Lurking within Microsoft's Live announcements yesterday were some intriguing mentions of APIs. Ignore for a moment all the excitement about Microsoft's plunge into ad-funded online services to challenge Google and focus instead on the implications of this paragraph from its press release:
"Continuing the company’s fundamental commitment to delivering a platform the industry can use to create solutions, Microsoft is making its new live services available to developers to customize, extend and remix. These new services build upon and extend Microsoft’s existing developer platform, tools and ecosystem. Windows Live and Office Live will work with Windows through publicly available application programming interfaces (APIs), available for use by the developer and partner community."

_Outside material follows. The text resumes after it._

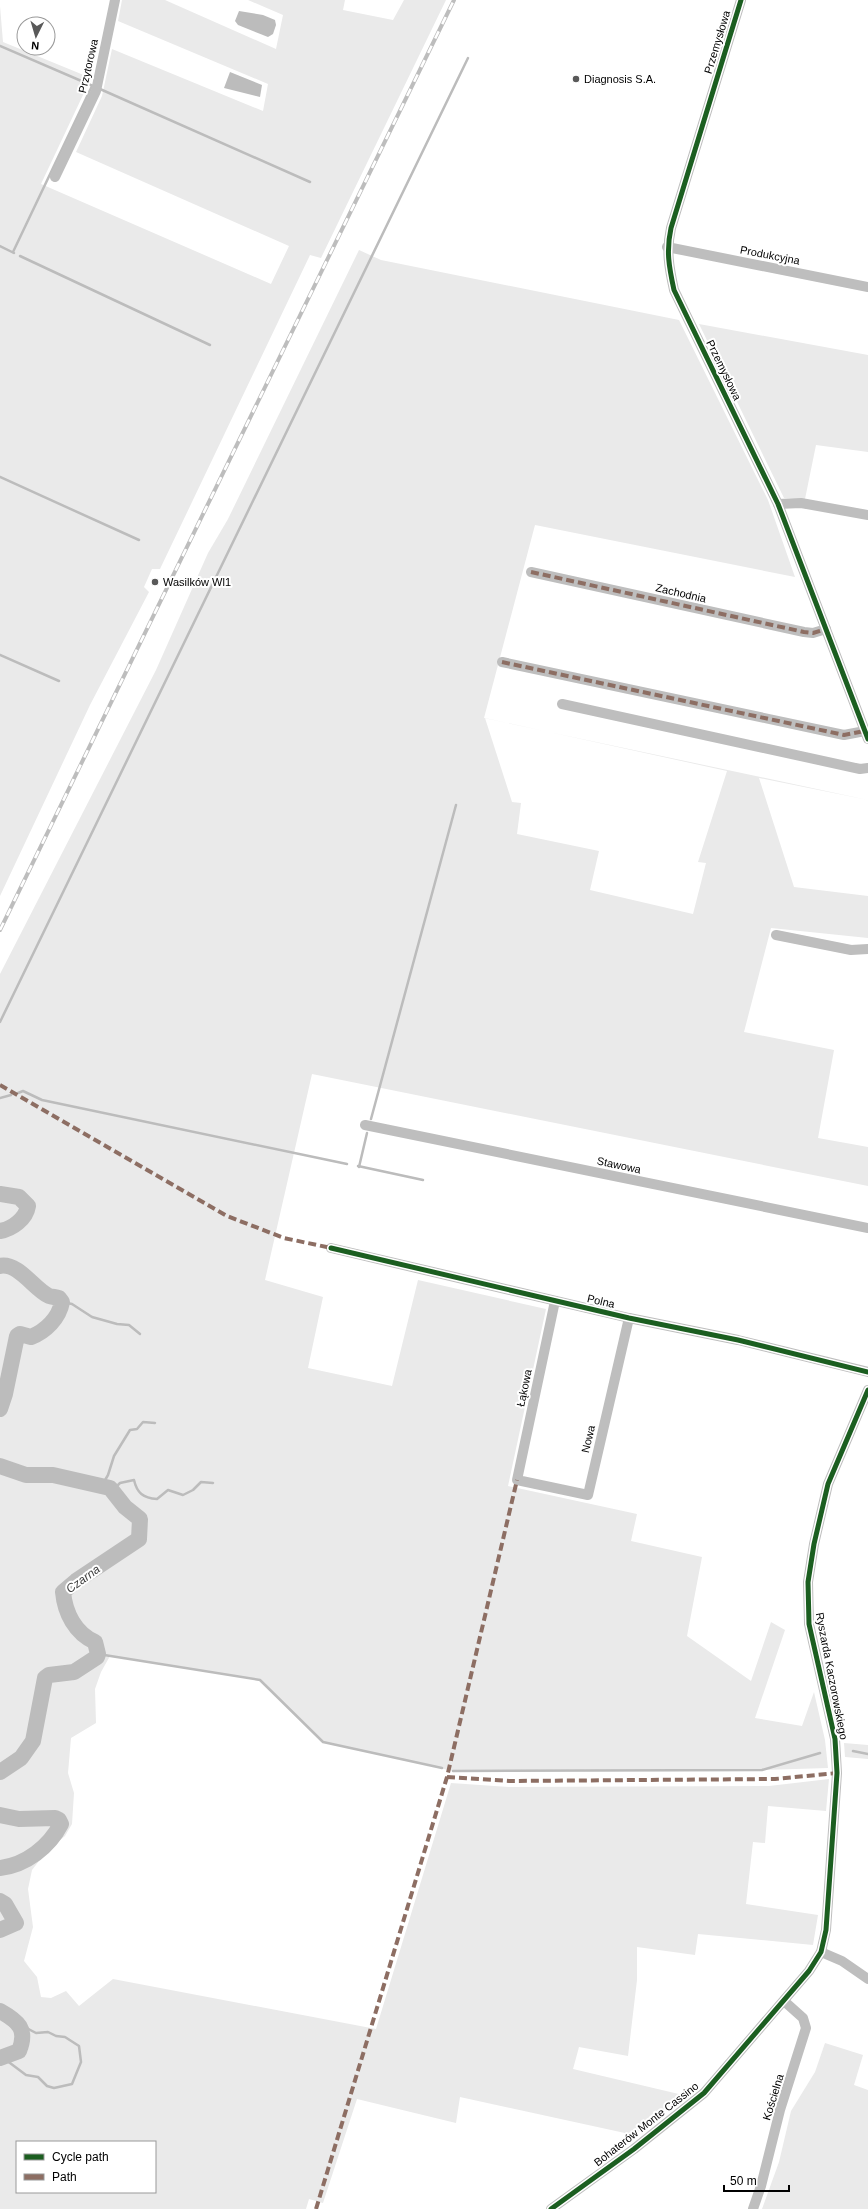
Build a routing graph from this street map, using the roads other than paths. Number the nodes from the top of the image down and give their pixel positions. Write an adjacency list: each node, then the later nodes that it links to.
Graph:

There's even a case study of how "a California application service provider harnessed Windows Live Local Powered by Virtual Earth, and the .NET platform, to deliver RE3W, a Web-based service ..."
In short, what Microsoft announced yesterday was its intention to launch an online services platform. Or, to borrow the headline from seasoned Microsoft watcher Mary Jo Foley, Microsoft 'Live': 'Hailstorm' Take 2. Mary quite rightly identifies that the only thing really new in yesterday's announcement was the positioning and packaging of a cluster of existing initiatives. And compare Microsoft's press statement about APIs above with what she quotes from the company's original descriptions of Hailstorm: "a set of user-centric XML Web services that enable developers to build solutions that work seamlessly with one another over the Internet to deliver a more personalized and consistent user experience."

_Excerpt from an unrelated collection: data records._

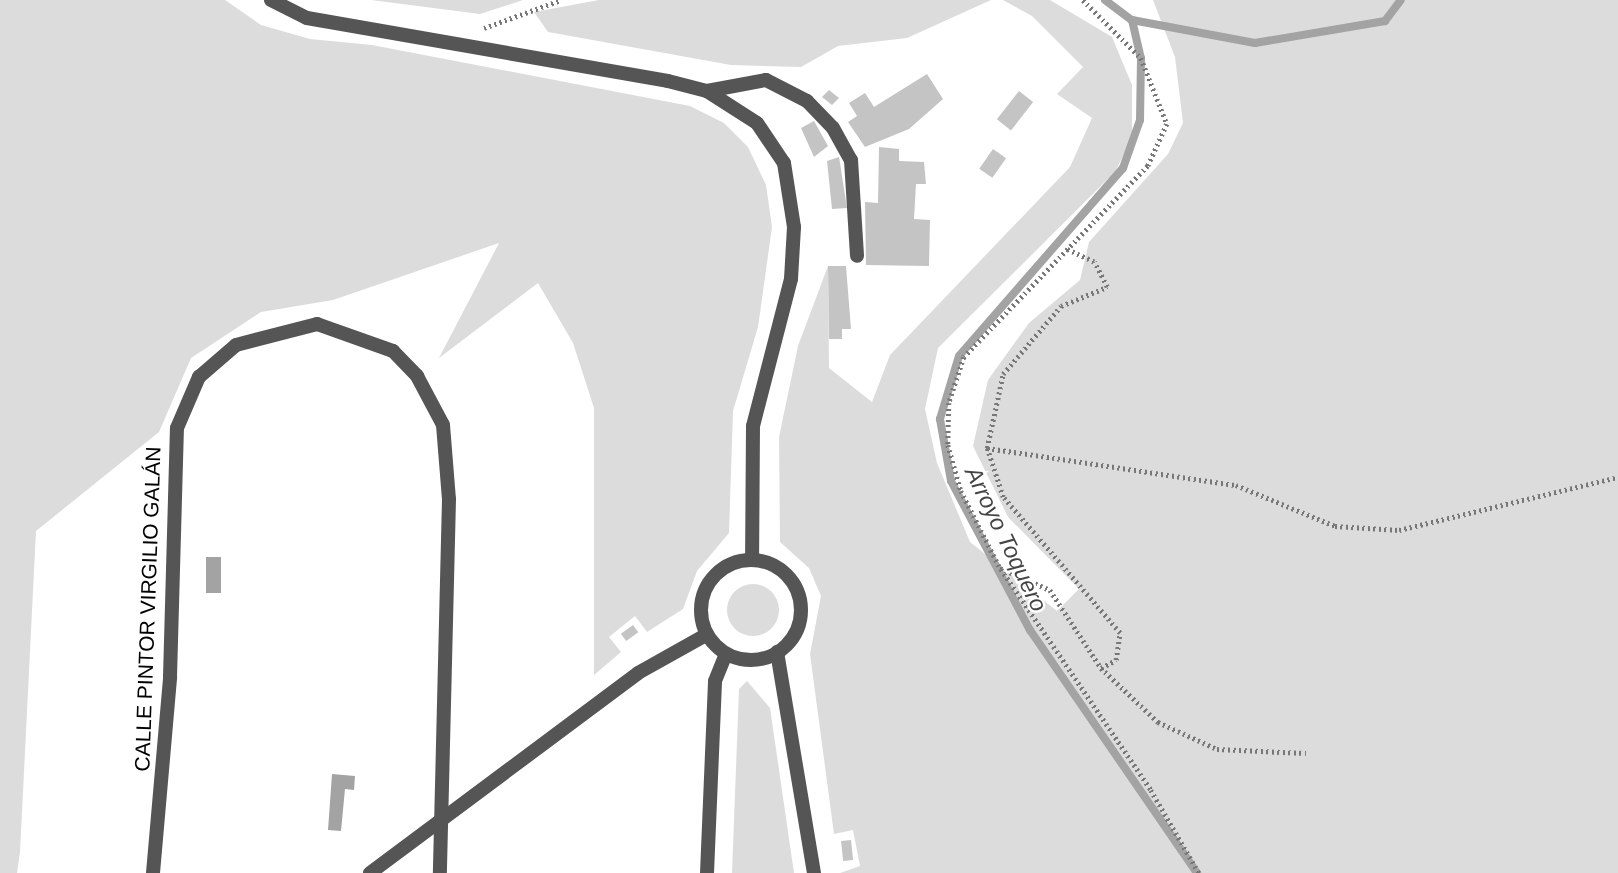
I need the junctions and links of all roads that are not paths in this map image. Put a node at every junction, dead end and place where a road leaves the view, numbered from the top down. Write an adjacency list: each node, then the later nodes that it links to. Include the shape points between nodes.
1 (271, 0): 2 (street, via 307,18 458,41)
2 (707, 91): 3 (street, via 766,80 807,101 834,128 851,160); 4 (street, via 757,123 784,163 792,190 791,279 753,426)
3 (856, 256)
4 (752, 560): 5 (street, via 733,564 707,586 701,619); 6 (street, via 779,568 801,603 796,632)
5 (706, 635): 7 (street); 8 (street, via 638,673)
6 (777, 652): 7 (street, via 750,660); 13 (street)
7 (726, 654): 12 (street, via 715,681)
8 (443, 817): 9 (street, CALLE PINTOR VIRGILIO GALÁN, via 449,499 443,425 417,376 393,351 317,324 276,331 236,345 199,377 177,428 170,677); 10 (street); 11 (street, CALLE PINTOR VIRGILIO GALÁN)
9 (153, 873)
10 (370, 873)
11 (440, 873)
12 (707, 873)
13 (814, 873)

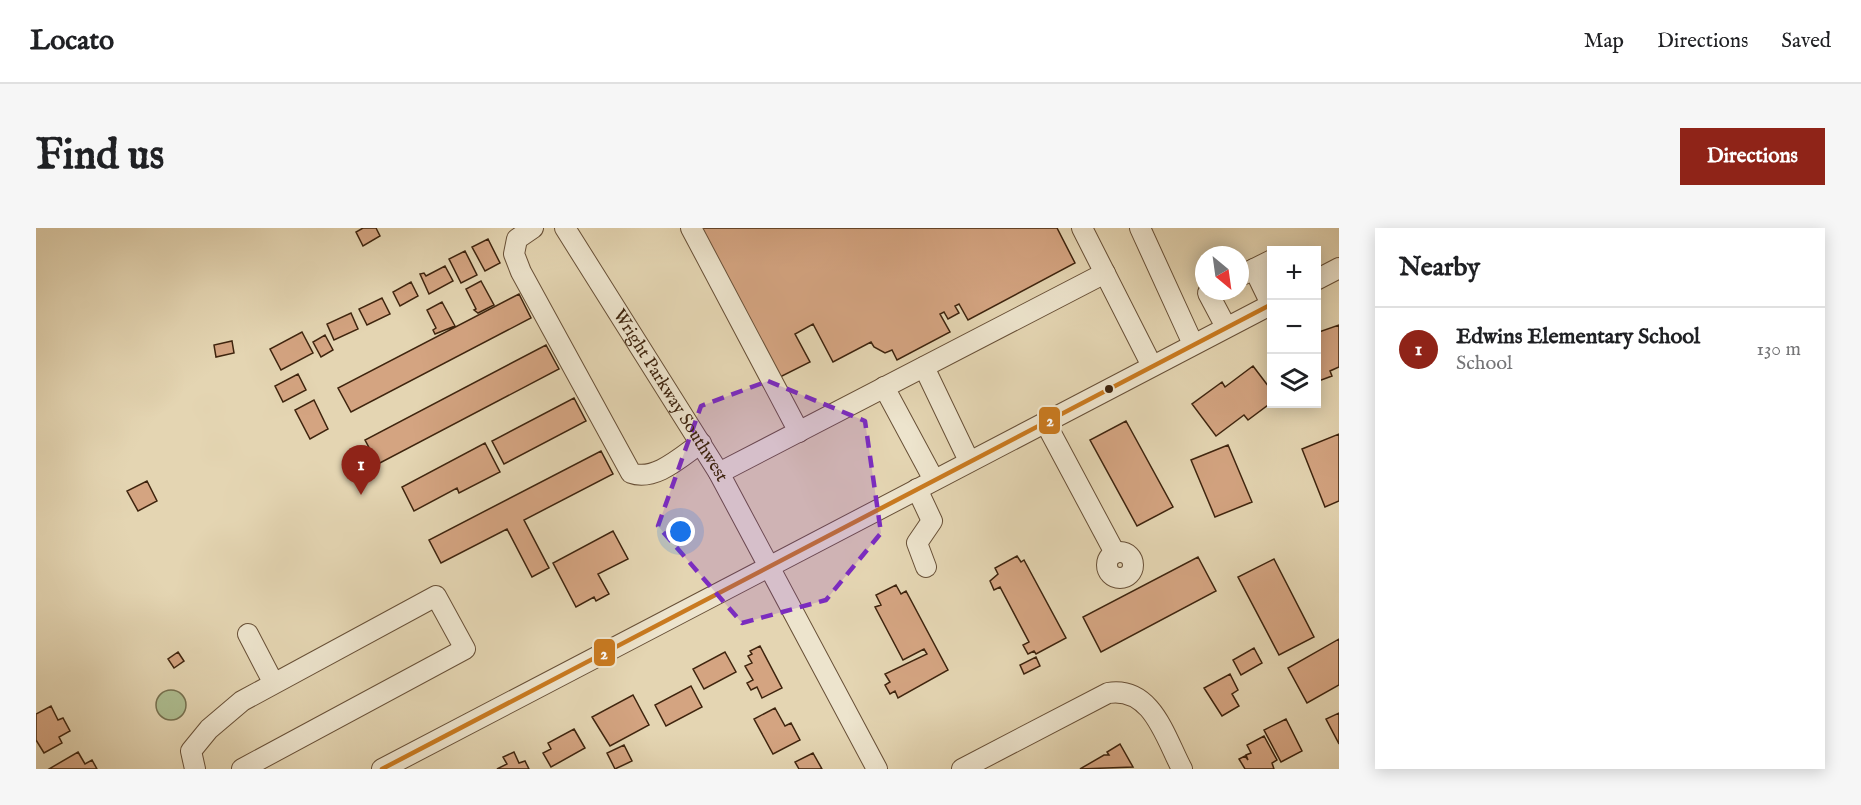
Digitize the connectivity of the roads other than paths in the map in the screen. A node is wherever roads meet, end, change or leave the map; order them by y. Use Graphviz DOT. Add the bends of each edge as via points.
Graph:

Mary goes on to quote Directions on Microsoft analyst Matt Rosoff, who also foresees a platform emerging: "I think they'll eventually drive to 'platformize' these services, again, similar to HailStorm but with a more coherent business model and partner model this time around."
But there's another difference with the Hailstorm era that must surely also play a role in the new Live services: Windows Communication Foundation, the web services framework formerly known as Indigo, which is a fundamental part of the forthcoming release of Windows and a raft of other key Microsoft tools and servers. If the new Live APIs conform to WCF then they will be of great interest not only to consumers and small businesses but also to enterprises.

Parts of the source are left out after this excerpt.